Is taking medications that reduce gastric acidity
Currently using pharmaceutical agents or food supplements for weight loss;
History of or current eating disorder such as anorexia or bulimia or compulsory overeating.
History of food Allergy;
Subject with poor venous access;
Is taking chronic aspirin or other non-steroidal anti-inflammatory agents, or other medications known to be gastric irritants;
Have any coagulation problem and/or taking any anticoagulant medications;
Evidence of current malignant disease;
Have history of any acute disease (viral, bacterial, pain, accident) in the last 6 weeks.

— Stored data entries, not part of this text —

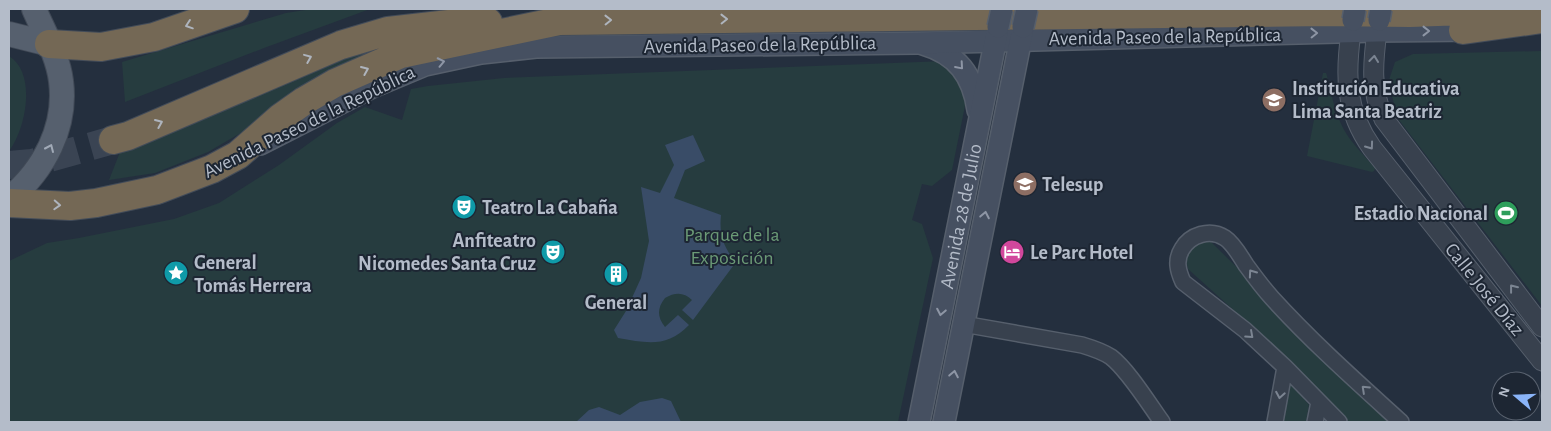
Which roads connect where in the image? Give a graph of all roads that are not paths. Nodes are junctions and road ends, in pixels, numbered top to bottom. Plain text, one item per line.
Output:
1 (34, 9) edge
2 (1520, 9) edge
3 (227, 10) edge
4 (1542, 19) edge
5 (1353, 20) edge
6 (1379, 20) edge
7 (559, 21) junction
8 (1023, 25) edge
9 (998, 26) edge
10 (1462, 30) junction
11 (1542, 30) edge
12 (9, 34) edge
13 (918, 42) junction
14 (49, 44) junction
15 (978, 126) junction
16 (113, 140) tunnel mouth
17 (238, 155) junction
18 (9, 199) edge
19 (9, 203) edge
20 (964, 324) junction
21 (1542, 327) edge
22 (1542, 361) edge
23 (1285, 367) junction
24 (1319, 402) junction
25 (919, 422) edge
26 (944, 422) edge
27 (1162, 422) edge
28 (1275, 422) edge
29 (1315, 422) edge
30 (1339, 422) edge
31 (1401, 422) edge

1 - 14 main road
7 -> 2 highway
3 -> 14 highway
4 - 10 highway
5 - 6 main road, Avenida Paseo de la República
8 -> 5 main road, Avenida Paseo de la República
5 -> 22 street, Calle José Díaz
6 -> 10 main road, Avenida Paseo de la República
21 -> 6 street, Calle José Díaz
16 -> 7 highway
17 -> 7 highway
8 - 9 main road, Avenida Paseo de la República
20 -> 8 main road, Avenida 28 de Julio
9 - 13 main road, Avenida Paseo de la República
9 - 15 main road, Avenida 28 de Julio
10 - 11 main road, Avenida Paseo de la República
12 - 14 main road
13 -> 15 main road
17 -> 13 main road, Avenida Paseo de la República
18 -> 14 main road
15 -> 25 main road, Avenida 28 de Julio
19 -> 17 highway, Avenida Paseo de la República
26 -> 20 main road, Avenida 28 de Julio
20 - 27 street
23 - 24 street
23 -> 28 street
31 -> 23 street
24 - 29 street
24 - 30 street

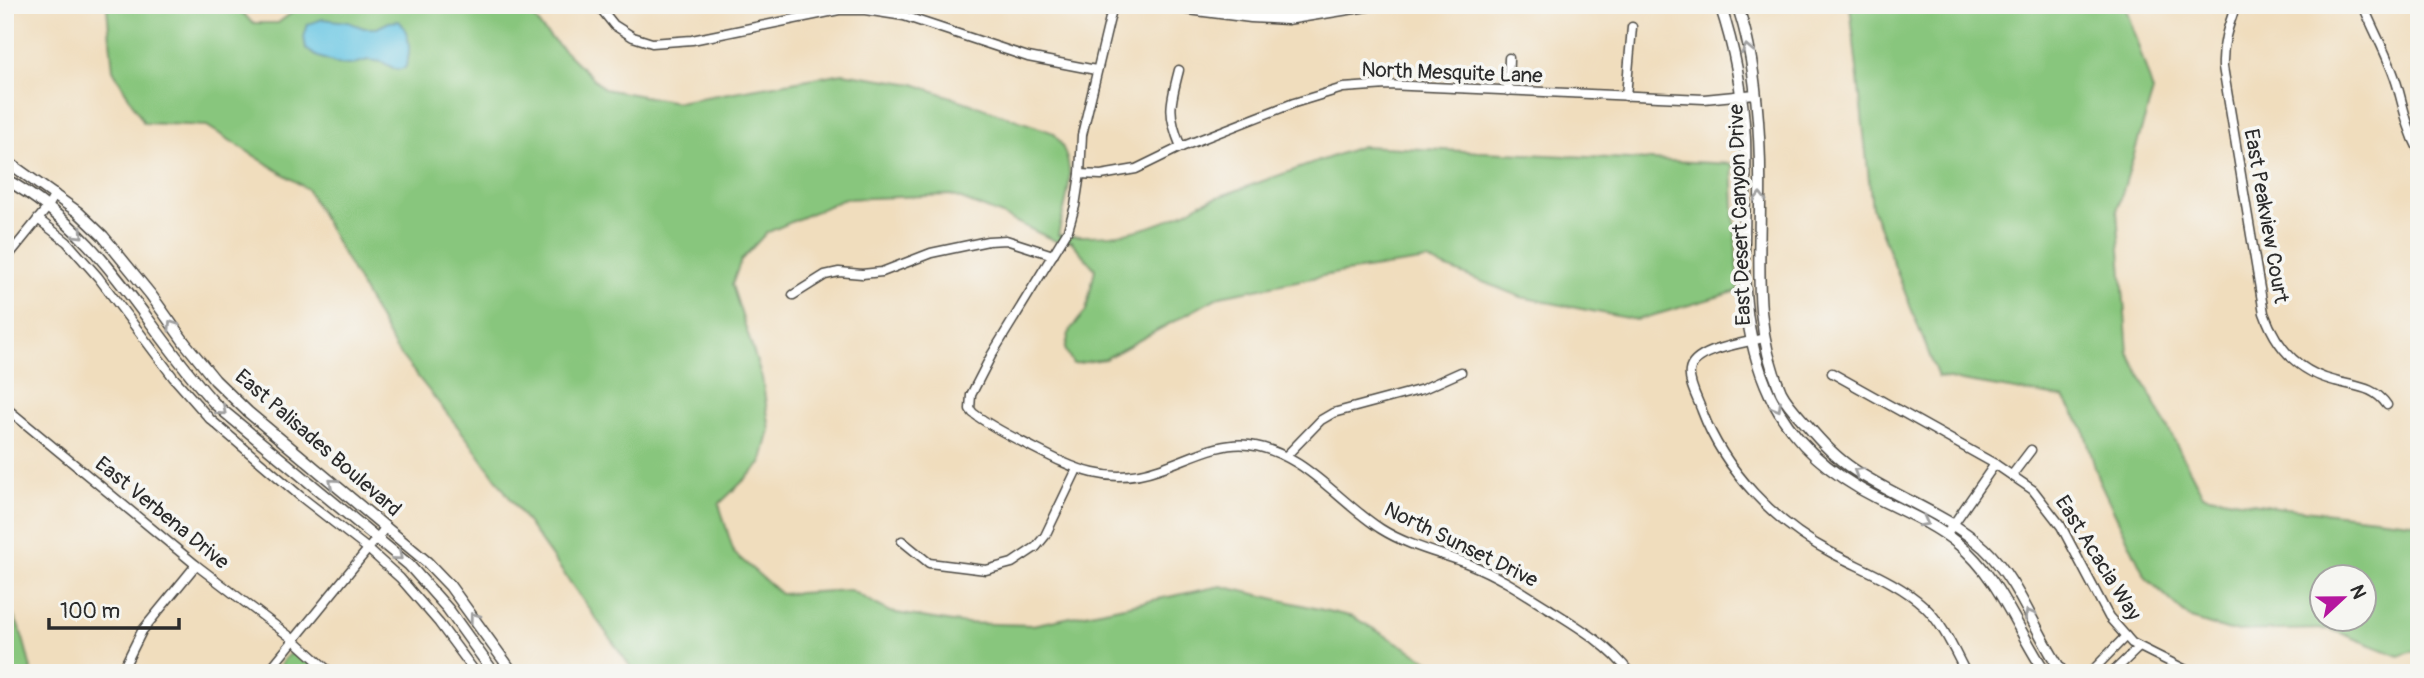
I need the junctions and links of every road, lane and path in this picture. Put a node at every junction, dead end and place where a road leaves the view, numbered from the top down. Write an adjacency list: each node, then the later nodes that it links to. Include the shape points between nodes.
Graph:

Female subject who are breastfeeding or have a positive pregnancy test at screening or at any time during the study;
Inability to give written informed consent;
History of alcohol or drug abuse within 6 months of screening;
Mental disorders;
Currently participating in an ongoing clinical study
Any reasons making the patient a poor candidate in the opinion of the investigator.